### Data to use
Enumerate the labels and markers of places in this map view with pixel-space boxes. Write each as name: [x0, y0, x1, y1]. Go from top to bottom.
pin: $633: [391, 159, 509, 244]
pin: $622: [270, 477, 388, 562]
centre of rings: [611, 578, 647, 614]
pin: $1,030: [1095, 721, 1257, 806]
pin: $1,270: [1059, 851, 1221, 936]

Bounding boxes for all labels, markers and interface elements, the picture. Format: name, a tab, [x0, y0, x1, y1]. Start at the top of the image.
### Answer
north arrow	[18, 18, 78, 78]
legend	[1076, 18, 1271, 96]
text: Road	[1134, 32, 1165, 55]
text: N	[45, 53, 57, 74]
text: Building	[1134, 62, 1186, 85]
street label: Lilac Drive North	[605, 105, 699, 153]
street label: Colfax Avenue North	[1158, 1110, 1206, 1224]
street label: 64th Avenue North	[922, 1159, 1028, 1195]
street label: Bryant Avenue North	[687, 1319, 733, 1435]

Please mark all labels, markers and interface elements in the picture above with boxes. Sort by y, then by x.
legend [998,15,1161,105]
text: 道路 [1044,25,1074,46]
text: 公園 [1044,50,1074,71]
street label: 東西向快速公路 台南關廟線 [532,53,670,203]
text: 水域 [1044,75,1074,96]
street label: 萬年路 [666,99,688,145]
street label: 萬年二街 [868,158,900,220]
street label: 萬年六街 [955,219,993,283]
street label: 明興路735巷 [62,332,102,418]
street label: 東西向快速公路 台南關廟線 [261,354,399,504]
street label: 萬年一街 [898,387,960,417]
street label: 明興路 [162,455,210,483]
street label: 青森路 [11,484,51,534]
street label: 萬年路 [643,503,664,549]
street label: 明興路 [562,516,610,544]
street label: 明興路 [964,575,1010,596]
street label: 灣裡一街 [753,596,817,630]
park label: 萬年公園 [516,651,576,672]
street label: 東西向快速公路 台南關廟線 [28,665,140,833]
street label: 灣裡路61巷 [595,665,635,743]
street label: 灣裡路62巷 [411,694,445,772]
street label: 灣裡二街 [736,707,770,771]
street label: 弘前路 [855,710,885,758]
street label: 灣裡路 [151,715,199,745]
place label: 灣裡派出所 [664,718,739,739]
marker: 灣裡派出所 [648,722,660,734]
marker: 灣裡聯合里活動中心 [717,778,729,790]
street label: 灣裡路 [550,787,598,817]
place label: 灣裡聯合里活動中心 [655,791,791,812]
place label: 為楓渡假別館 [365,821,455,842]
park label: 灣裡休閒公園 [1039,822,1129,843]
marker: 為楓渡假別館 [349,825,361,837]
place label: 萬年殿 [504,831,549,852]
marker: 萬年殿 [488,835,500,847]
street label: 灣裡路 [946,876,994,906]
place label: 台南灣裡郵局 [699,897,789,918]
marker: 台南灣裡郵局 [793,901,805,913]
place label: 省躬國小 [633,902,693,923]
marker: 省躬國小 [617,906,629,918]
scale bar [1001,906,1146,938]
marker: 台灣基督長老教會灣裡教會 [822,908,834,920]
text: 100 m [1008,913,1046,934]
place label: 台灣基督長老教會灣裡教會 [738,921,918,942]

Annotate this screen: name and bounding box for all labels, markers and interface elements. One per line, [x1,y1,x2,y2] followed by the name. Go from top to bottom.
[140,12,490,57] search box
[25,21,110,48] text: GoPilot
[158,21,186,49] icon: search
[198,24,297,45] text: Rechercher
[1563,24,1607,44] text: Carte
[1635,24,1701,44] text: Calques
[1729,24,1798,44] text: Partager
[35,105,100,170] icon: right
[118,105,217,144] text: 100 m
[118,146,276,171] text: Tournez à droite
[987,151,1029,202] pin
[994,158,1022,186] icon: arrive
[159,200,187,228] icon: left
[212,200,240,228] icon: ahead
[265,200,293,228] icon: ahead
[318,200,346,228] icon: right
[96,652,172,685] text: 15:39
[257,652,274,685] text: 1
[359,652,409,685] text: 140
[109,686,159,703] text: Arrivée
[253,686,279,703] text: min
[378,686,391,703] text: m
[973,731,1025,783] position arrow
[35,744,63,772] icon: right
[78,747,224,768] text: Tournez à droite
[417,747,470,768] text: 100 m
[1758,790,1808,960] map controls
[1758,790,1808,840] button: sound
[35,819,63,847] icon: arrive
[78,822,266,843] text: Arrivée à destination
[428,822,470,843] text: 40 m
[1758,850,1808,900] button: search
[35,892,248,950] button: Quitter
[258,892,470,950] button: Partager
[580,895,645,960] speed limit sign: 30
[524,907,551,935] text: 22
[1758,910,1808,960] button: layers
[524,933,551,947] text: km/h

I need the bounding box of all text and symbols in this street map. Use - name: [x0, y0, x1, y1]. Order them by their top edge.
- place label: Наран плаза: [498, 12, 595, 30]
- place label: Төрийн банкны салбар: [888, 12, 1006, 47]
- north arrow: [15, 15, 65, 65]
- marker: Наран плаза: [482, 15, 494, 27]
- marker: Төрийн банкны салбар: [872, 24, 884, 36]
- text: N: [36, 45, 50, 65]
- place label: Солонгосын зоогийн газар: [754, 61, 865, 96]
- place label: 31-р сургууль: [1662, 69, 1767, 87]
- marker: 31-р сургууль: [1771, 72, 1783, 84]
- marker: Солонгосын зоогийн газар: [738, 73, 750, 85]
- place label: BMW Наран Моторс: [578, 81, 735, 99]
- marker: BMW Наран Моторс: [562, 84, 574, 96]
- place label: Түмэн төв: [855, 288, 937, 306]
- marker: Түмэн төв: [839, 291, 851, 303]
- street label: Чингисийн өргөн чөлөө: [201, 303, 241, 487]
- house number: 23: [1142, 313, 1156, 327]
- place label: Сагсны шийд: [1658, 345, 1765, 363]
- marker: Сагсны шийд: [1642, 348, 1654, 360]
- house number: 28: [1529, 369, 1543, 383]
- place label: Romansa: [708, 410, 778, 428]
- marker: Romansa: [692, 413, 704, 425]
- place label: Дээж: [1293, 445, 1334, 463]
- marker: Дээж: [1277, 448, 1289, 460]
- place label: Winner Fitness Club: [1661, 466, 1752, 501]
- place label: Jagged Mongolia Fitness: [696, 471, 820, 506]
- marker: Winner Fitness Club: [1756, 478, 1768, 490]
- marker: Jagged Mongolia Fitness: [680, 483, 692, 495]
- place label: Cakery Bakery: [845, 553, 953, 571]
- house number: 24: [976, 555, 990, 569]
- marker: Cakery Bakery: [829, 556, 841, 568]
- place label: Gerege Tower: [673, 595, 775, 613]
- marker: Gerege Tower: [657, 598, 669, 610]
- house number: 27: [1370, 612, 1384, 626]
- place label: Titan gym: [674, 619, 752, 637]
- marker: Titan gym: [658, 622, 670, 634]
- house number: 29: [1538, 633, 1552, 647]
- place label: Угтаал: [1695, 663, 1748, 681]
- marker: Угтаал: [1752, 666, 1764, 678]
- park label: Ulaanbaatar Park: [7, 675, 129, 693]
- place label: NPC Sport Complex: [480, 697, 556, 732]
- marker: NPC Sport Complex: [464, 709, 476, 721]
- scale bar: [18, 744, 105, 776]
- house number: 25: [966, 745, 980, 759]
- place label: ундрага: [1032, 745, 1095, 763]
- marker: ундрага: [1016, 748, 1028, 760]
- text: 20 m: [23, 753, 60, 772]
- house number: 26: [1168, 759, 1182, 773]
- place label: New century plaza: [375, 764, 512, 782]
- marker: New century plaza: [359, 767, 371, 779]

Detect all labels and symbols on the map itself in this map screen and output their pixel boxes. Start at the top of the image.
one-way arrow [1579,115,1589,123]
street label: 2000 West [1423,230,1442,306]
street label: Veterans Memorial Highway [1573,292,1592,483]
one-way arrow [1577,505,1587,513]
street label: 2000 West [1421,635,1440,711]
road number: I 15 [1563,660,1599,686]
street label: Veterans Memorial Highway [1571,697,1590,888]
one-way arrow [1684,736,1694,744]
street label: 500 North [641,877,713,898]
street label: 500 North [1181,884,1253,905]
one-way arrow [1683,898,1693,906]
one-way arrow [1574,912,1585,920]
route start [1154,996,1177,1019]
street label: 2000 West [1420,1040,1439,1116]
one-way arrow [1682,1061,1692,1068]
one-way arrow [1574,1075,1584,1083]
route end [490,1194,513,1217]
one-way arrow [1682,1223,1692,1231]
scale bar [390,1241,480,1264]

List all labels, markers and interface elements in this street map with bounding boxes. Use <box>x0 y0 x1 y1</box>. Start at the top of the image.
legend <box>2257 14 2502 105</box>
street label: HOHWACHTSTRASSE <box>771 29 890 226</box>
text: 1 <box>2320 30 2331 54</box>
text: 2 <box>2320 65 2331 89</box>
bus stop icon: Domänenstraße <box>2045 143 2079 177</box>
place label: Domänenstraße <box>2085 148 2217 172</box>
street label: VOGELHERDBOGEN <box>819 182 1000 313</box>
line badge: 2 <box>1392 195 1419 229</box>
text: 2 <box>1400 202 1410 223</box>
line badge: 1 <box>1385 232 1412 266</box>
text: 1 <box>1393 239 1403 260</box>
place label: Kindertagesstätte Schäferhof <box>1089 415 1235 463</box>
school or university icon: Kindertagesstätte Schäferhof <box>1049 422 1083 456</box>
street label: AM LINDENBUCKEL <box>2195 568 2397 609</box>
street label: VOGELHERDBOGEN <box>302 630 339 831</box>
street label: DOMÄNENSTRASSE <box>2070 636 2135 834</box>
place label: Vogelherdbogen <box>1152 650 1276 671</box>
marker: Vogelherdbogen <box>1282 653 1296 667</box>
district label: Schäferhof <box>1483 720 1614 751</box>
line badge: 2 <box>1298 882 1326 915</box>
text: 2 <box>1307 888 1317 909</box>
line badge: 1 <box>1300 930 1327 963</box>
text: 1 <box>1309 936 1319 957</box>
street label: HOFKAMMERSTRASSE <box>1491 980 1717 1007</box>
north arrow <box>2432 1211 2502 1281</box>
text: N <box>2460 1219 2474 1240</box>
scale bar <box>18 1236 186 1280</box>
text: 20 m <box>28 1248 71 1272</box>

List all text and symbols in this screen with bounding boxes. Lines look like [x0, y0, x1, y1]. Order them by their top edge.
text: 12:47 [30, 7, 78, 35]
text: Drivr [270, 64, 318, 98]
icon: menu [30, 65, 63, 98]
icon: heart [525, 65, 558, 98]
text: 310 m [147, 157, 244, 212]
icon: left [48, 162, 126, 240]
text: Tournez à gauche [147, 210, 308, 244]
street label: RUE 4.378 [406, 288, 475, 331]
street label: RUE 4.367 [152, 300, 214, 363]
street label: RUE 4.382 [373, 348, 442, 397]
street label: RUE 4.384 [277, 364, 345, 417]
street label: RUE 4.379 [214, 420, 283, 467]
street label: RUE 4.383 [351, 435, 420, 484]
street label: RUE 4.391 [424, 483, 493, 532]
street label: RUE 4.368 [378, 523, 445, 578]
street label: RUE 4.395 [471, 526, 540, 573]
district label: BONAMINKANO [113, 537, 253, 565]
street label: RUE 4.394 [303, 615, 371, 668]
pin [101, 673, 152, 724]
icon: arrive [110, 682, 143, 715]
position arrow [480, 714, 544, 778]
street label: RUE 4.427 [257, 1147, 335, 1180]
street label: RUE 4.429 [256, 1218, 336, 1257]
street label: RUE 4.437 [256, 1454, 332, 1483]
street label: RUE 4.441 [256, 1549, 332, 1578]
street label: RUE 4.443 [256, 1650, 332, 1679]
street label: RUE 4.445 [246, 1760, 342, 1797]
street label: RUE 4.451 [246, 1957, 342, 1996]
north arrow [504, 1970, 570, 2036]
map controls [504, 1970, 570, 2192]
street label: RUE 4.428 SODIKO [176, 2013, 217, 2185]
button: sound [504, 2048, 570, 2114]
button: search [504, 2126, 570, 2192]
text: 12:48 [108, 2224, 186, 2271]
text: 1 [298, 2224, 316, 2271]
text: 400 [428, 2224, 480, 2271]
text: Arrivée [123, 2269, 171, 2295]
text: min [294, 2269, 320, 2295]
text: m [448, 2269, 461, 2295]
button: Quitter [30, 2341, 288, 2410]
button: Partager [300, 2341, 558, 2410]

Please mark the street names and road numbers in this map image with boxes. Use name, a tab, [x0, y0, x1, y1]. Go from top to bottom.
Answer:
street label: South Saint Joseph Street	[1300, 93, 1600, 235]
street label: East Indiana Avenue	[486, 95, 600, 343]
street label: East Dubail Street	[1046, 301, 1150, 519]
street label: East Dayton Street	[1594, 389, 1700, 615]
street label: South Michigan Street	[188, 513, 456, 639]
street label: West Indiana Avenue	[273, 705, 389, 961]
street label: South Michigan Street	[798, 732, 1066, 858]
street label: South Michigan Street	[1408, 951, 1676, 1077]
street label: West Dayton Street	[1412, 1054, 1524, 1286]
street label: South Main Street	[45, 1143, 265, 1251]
######
* Required work
Take every line above where "sound" appears and copy it.

* Solved problem
[1758,790,1808,840] button: sound
button: sound [504, 2048, 570, 2114]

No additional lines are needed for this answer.